Your objective — Copy each line of the material beneath that holds the word "José".

·····

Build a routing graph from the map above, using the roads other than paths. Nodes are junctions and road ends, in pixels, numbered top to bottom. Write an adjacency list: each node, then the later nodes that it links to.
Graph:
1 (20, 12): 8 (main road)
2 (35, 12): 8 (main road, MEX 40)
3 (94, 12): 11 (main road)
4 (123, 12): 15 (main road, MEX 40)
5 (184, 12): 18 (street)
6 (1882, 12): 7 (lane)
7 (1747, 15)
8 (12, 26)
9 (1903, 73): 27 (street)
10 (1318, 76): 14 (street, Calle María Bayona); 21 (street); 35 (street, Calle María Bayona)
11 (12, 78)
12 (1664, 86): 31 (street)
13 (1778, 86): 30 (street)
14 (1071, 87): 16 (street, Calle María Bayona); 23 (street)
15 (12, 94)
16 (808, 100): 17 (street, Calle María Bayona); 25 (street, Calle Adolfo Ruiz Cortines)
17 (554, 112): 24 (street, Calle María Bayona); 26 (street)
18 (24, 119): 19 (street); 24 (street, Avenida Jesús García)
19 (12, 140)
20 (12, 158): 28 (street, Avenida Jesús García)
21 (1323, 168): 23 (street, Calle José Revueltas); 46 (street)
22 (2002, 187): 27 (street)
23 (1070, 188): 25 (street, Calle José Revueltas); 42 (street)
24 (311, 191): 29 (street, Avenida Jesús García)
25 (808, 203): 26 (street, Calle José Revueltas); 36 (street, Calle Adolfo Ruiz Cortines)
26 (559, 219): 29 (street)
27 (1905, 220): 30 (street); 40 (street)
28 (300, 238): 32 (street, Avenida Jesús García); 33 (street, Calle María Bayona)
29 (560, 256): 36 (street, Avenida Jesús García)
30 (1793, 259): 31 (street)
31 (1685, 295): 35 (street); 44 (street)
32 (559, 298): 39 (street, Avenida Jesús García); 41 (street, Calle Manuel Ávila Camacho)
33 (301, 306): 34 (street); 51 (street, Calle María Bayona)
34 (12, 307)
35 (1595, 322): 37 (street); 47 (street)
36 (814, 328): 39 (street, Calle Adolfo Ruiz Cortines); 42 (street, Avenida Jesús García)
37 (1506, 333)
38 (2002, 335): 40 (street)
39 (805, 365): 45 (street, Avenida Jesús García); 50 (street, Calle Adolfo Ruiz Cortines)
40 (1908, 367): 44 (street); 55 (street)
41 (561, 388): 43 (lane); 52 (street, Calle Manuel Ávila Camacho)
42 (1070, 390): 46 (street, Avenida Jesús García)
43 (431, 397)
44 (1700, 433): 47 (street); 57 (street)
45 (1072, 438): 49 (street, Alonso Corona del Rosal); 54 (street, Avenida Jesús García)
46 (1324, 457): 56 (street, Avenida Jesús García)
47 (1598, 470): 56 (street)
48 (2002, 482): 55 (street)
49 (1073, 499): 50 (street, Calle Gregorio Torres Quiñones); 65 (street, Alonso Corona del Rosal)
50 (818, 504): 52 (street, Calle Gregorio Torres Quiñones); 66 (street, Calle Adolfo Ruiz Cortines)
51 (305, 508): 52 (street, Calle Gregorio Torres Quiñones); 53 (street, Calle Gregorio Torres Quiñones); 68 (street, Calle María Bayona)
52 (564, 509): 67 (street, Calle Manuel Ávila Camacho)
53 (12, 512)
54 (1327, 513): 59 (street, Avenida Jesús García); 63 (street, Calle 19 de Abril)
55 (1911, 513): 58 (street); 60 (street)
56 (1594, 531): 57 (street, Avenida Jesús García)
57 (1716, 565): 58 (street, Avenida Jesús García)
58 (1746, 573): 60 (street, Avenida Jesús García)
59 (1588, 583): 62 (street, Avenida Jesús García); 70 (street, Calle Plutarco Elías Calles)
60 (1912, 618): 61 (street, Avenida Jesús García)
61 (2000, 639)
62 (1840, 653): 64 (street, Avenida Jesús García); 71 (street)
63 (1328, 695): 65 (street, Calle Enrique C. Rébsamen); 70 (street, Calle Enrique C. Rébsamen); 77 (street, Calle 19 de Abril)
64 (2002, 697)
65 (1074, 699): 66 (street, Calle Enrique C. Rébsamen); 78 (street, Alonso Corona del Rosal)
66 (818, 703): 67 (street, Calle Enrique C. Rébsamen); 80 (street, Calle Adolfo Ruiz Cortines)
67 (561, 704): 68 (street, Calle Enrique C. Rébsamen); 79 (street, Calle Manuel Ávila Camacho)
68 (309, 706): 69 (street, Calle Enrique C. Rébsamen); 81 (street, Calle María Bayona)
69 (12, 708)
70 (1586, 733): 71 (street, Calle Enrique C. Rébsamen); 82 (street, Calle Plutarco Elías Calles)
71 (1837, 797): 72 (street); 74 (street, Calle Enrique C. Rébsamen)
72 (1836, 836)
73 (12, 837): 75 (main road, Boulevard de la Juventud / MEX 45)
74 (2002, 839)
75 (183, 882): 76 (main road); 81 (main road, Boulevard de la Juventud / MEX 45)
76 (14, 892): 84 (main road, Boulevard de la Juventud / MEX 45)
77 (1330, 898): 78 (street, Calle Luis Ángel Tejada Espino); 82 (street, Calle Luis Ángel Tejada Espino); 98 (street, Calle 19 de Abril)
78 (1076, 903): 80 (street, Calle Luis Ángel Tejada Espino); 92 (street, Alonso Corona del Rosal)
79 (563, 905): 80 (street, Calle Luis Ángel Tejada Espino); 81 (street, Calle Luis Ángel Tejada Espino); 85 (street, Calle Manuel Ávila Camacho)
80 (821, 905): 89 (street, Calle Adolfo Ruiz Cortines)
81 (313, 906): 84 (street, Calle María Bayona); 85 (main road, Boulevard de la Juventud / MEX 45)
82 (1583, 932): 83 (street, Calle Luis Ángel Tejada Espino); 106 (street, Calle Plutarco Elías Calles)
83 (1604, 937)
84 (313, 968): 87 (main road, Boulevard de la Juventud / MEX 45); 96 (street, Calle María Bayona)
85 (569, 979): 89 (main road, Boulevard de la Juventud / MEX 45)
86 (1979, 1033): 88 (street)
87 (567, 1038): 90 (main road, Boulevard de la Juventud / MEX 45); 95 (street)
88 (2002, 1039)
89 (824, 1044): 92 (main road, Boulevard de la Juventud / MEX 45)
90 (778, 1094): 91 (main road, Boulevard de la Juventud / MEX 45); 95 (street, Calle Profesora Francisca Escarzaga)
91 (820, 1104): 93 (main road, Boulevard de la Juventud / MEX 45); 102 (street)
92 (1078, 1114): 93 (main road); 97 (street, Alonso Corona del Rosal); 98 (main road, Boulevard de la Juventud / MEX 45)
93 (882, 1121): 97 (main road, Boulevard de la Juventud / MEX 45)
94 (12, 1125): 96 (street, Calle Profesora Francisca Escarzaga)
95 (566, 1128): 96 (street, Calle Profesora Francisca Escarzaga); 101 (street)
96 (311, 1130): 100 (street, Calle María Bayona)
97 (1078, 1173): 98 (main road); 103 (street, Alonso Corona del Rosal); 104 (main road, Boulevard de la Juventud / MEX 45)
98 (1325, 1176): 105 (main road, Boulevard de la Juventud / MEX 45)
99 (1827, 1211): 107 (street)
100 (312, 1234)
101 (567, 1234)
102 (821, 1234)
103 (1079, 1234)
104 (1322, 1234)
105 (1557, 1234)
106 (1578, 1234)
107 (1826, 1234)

·····

Result for this exercise —
21 (1323, 168): 23 (street, Calle José Revueltas); 46 (street)
23 (1070, 188): 25 (street, Calle José Revueltas); 42 (street)
25 (808, 203): 26 (street, Calle José Revueltas); 36 (street, Calle Adolfo Ruiz Cortines)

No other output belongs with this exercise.